The busiest U.S. passenger rail route needs $38 billion to stay in good working order, a 36% jump over the estimate just a year ago, according to a group that oversees the Northeast Corridor.
Though Amtrak and the regional railroads that use its tracks have pledged $3.3 billion for infrastructure over five years, that won’t go toward the backlog of projects needed to refurbish signals and power systems, replace bridges and build a new Hudson River tunnel connecting New York and New Jersey, according to a five-year capital-investment plan released Thursday by the Northeast Corridor Commission.
All told, 820,000 daily riders—two-thirds of them commuters using New Jersey Transit, Metro-North and the Long Island Rail Road—are at risk of increased service interruptions or even failure of the entire 457-mile Boston-to-Washington route. Last fiscal year, 11% of trains using the line were late or canceled.
“The corridor’s aging infrastructure is already subject to service disruptions caused by infrastructure failures, rail-traffic congestion and other factors that cost the economy $500 million per year in lost productivity,” Connecticut Transportation Commissioner James Redeker, co-chairman of the commission, wrote in the report. A shutdown of the entire route could have a $100 million daily impact on the U.S. economy, he wrote.

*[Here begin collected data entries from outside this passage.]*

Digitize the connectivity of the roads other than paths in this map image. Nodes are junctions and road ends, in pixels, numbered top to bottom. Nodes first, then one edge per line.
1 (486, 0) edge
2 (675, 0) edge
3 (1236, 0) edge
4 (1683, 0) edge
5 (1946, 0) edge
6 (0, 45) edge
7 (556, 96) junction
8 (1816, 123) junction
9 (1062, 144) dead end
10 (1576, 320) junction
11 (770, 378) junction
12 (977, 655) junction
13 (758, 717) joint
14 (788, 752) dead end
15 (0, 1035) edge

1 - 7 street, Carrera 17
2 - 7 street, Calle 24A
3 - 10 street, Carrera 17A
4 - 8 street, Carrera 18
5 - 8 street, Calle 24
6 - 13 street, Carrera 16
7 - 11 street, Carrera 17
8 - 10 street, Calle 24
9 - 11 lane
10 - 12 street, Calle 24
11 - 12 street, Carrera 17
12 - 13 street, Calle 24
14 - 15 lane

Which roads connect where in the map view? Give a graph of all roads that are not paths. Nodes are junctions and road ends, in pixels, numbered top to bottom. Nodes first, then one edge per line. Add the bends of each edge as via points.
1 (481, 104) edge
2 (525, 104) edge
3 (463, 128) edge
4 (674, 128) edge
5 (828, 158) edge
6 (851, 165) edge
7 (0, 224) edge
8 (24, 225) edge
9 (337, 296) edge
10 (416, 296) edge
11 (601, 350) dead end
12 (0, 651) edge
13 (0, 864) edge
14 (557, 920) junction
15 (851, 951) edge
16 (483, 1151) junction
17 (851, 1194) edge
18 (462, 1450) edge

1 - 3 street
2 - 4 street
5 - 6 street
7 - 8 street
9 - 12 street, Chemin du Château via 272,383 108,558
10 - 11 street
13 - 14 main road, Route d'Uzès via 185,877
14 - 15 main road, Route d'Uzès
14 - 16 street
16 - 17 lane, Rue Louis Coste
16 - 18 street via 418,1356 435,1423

The panel was created in 2008 by Congress to develop recommendations for the network. It comprises transportation officials from each of the Northeast Corridor states, Amtrak and the U.S. Transportation Department.
Delayed work is taking a toll on passengers at Amtrak’s New York Pennsylvania Station, its busiest, where two derailments in March and April required emergency repairs that upended commuter and regional service for days. After the mishap, Amtrak announced a stepped-up maintenance schedule that is resulting in regular New Jersey Transit delays of 15 minutes or more on weekdays, and twice that on weekends.
Starting in July, Amtrak has proposed a project schedule that would cause 44 days of major disruptions over two months, according to a preliminary plan obtained by Bloomberg. Amtrak and its tenant railroads say the schedule is in flux, and they are working together to minimize inconvenience.
The existing Hudson River tunnel was built in 1910, and Amtrak leadership has said it has less than 20 years of serviceable life left. Repairs from Hurricane Sandy will require those tubes to be taken out of service for extended periods, and won’t begin until the opening of a new tunnel, part of Amtrak’s $24 billion Gateway project. About 25% of Amtrak’s repair backlog—$10 billion—is for Gateway, according to the report.
“Without sufficient investment to begin to address the state-of-good-repair backlog, the NEC will eventually fail to support existing service,” according to the commission’s report.
New Jersey Governor Chris Christie, a Republican, in 2010 canceled construction on another Hudson River tunnel, which would have opened in 2018, over design criticisms and potential cost overruns to be paid by New Jerseyans.
He since has raised New Jersey Transit fares twice and drained $2.94 billion from its capital budget over seven years to pay for operations. Last year, New Jersey Transit, the nation’s second-busiest commuter railroad after the Long Island Rail Road, logged the most accidents among its peers, federal records show. In 2015, according to the most recent available data, New Jersey Transit reported the most breakdowns.